Stored data entries
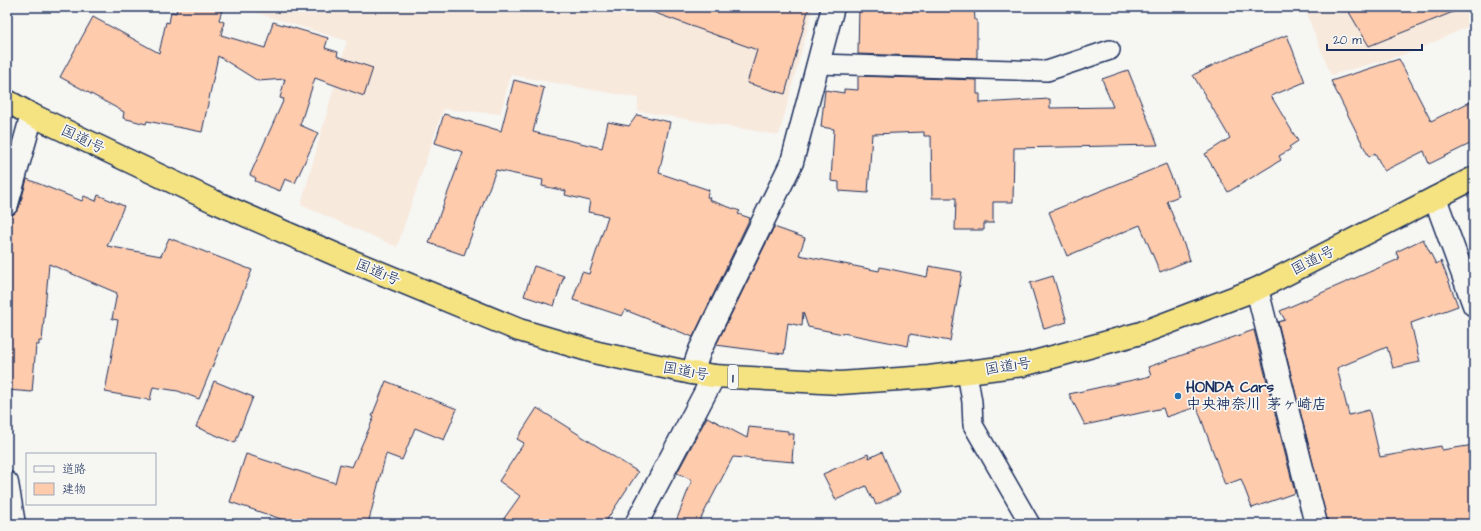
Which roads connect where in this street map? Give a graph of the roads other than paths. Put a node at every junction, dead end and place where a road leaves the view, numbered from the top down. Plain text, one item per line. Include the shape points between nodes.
1 (833, 7) edge
2 (1110, 50) dead end
3 (818, 64) junction
4 (7, 101) edge
5 (32, 115) junction
6 (1474, 178) edge
7 (1435, 198) junction
8 (7, 204) edge
9 (1257, 289) junction
10 (1474, 305) edge
11 (967, 372) junction
12 (692, 373) junction
13 (714, 376) junction
14 (7, 483) edge
15 (11, 511) edge
16 (636, 524) edge
17 (1030, 524) edge
18 (1316, 524) edge

1 - 3 street
2 - 3 lane via 1047,71
3 - 12 street via 792,162 700,350
4 - 5 highway, 国道1号 / 1
5 - 8 street
5 - 12 highway, 国道1号 / 1 via 213,201 519,330 598,353
6 - 7 highway, 国道1号 / 1
7 - 9 highway, 国道1号 / 1
7 - 10 street
9 - 11 highway, 国道1号 / 1 via 1141,333 1023,365
9 - 18 street
11 - 13 highway, 国道1号 / 1 via 840,383
11 - 17 lane via 973,425
12 - 13 highway, 国道1号 / 1
13 - 16 street
14 - 15 street

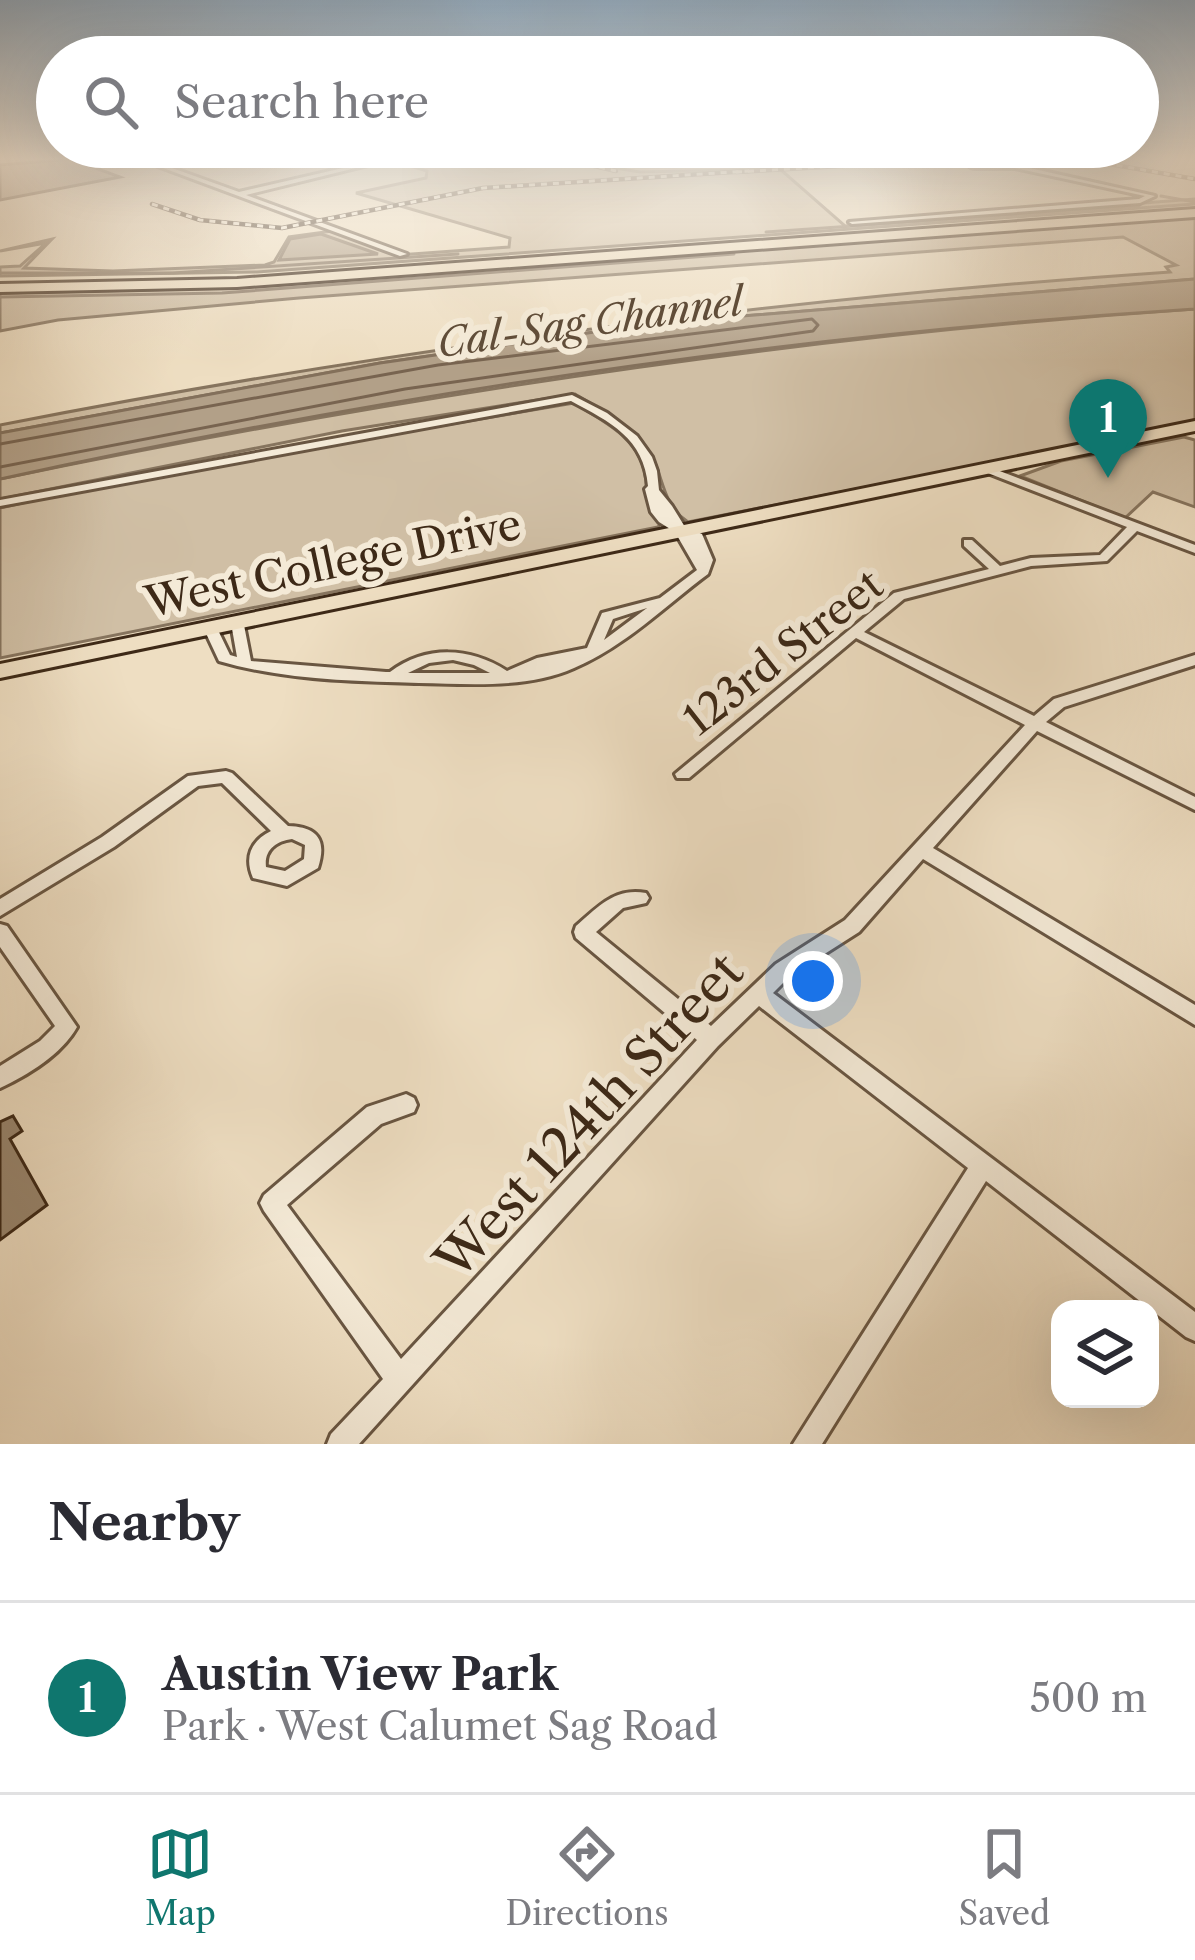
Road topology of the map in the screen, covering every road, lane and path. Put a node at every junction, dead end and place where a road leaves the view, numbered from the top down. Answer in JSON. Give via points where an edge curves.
{"nodes":[{"id":1,"x":327,"y":226,"type":"edge"},
{"id":2,"x":980,"y":226,"type":"edge"},
{"id":3,"x":403,"y":254,"type":"dead end"},
{"id":4,"x":0,"y":284,"type":"edge"},
{"id":5,"x":1195,"y":426,"type":"edge"},
{"id":6,"x":984,"y":468,"type":"junction"},
{"id":7,"x":0,"y":502,"type":"edge"},
{"id":8,"x":1134,"y":527,"type":"junction"},
{"id":9,"x":682,"y":531,"type":"junction"},
{"id":10,"x":968,"y":543,"type":"dead end"},
{"id":11,"x":1195,"y":549,"type":"edge"},
{"id":12,"x":998,"y":570,"type":"junction"},
{"id":13,"x":238,"y":623,"type":"junction"},
{"id":14,"x":212,"y":629,"type":"junction"},
{"id":15,"x":854,"y":632,"type":"junction"},
{"id":16,"x":1195,"y":660,"type":"edge"},
{"id":17,"x":244,"y":664,"type":"junction"},
{"id":18,"x":0,"y":670,"type":"edge"},
{"id":19,"x":1034,"y":724,"type":"junction"},
{"id":20,"x":683,"y":774,"type":"dead end"},
{"id":21,"x":1195,"y":804,"type":"edge"},
{"id":22,"x":284,"y":832,"type":"dead end"},
{"id":23,"x":920,"y":849,"type":"junction"},
{"id":24,"x":640,"y":898,"type":"dead end"},
{"id":25,"x":0,"y":908,"type":"edge"},
{"id":26,"x":0,"y":932,"type":"edge"},
{"id":27,"x":758,"y":993,"type":"junction"},
{"id":28,"x":1195,"y":1016,"type":"edge"},
{"id":29,"x":712,"y":1039,"type":"junction"},
{"id":30,"x":0,"y":1078,"type":"edge"},
{"id":31,"x":406,"y":1105,"type":"dead end"},
{"id":32,"x":983,"y":1165,"type":"junction"},
{"id":33,"x":1195,"y":1328,"type":"edge"},
{"id":34,"x":400,"y":1380,"type":"junction"},
{"id":35,"x":341,"y":1444,"type":"edge"},
{"id":36,"x":807,"y":1444,"type":"edge"}],
"edges":[{"from":1,"to":3,"type":"street"},
{"from":2,"to":4,"type":"highway","via":[[237,283]]},
{"from":5,"to":6,"type":"main road","name":"West College Drive"},
{"from":6,"to":8,"type":"street"},
{"from":6,"to":9,"type":"main road","name":"West College Drive"},
{"from":7,"to":9,"type":"street","via":[[572,398],[647,456],[650,500]]},
{"from":8,"to":11,"type":"street"},
{"from":8,"to":12,"type":"street","name":"123rd Street","via":[[1103,558]]},
{"from":9,"to":13,"type":"main road","name":"West College Drive"},
{"from":9,"to":17,"type":"street","via":[[704,572],[551,672],[331,674]]},
{"from":10,"to":12,"type":"street"},
{"from":12,"to":15,"type":"street","name":"123rd Street","via":[[899,596]]},
{"from":13,"to":14,"type":"main road","name":"West College Drive"},
{"from":13,"to":17,"type":"street"},
{"from":14,"to":17,"type":"street","via":[[224,658]]},
{"from":14,"to":18,"type":"main road","name":"West College Drive"},
{"from":15,"to":19,"type":"street"},
{"from":15,"to":20,"type":"street","name":"123rd Street"},
{"from":16,"to":19,"type":"street","name":"West 124th Street","via":[[1059,703]]},
{"from":19,"to":21,"type":"street"},
{"from":19,"to":23,"type":"street","name":"West 124th Street"},
{"from":22,"to":25,"type":"street","via":[[226,777],[194,780]]},
{"from":23,"to":27,"type":"street","name":"West 124th Street","via":[[852,926]]},
{"from":23,"to":28,"type":"street"},
{"from":24,"to":29,"type":"street","via":[[618,901],[583,932]]},
{"from":26,"to":30,"type":"street","via":[[67,1027]]},
{"from":27,"to":29,"type":"street","name":"West 124th Street"},
{"from":27,"to":32,"type":"street"},
{"from":29,"to":34,"type":"street","name":"West 124th Street"},
{"from":31,"to":34,"type":"street","via":[[375,1114],[272,1203]]},
{"from":32,"to":33,"type":"street"},
{"from":32,"to":36,"type":"street"},
{"from":34,"to":35,"type":"street","name":"West 124th Street"}]}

## Aim of the exercise:
List all lines above in which the string "lane" appears.

## Answer:
2 - 3 lane via 1047,71
11 - 17 lane via 973,425
Road topology of the map in the screen, covering every road, lane and path. Put a node at every junction, dead end and place where a road leaves the view, numbered from the top down. Answer in JSON. Give via points where an edge curves.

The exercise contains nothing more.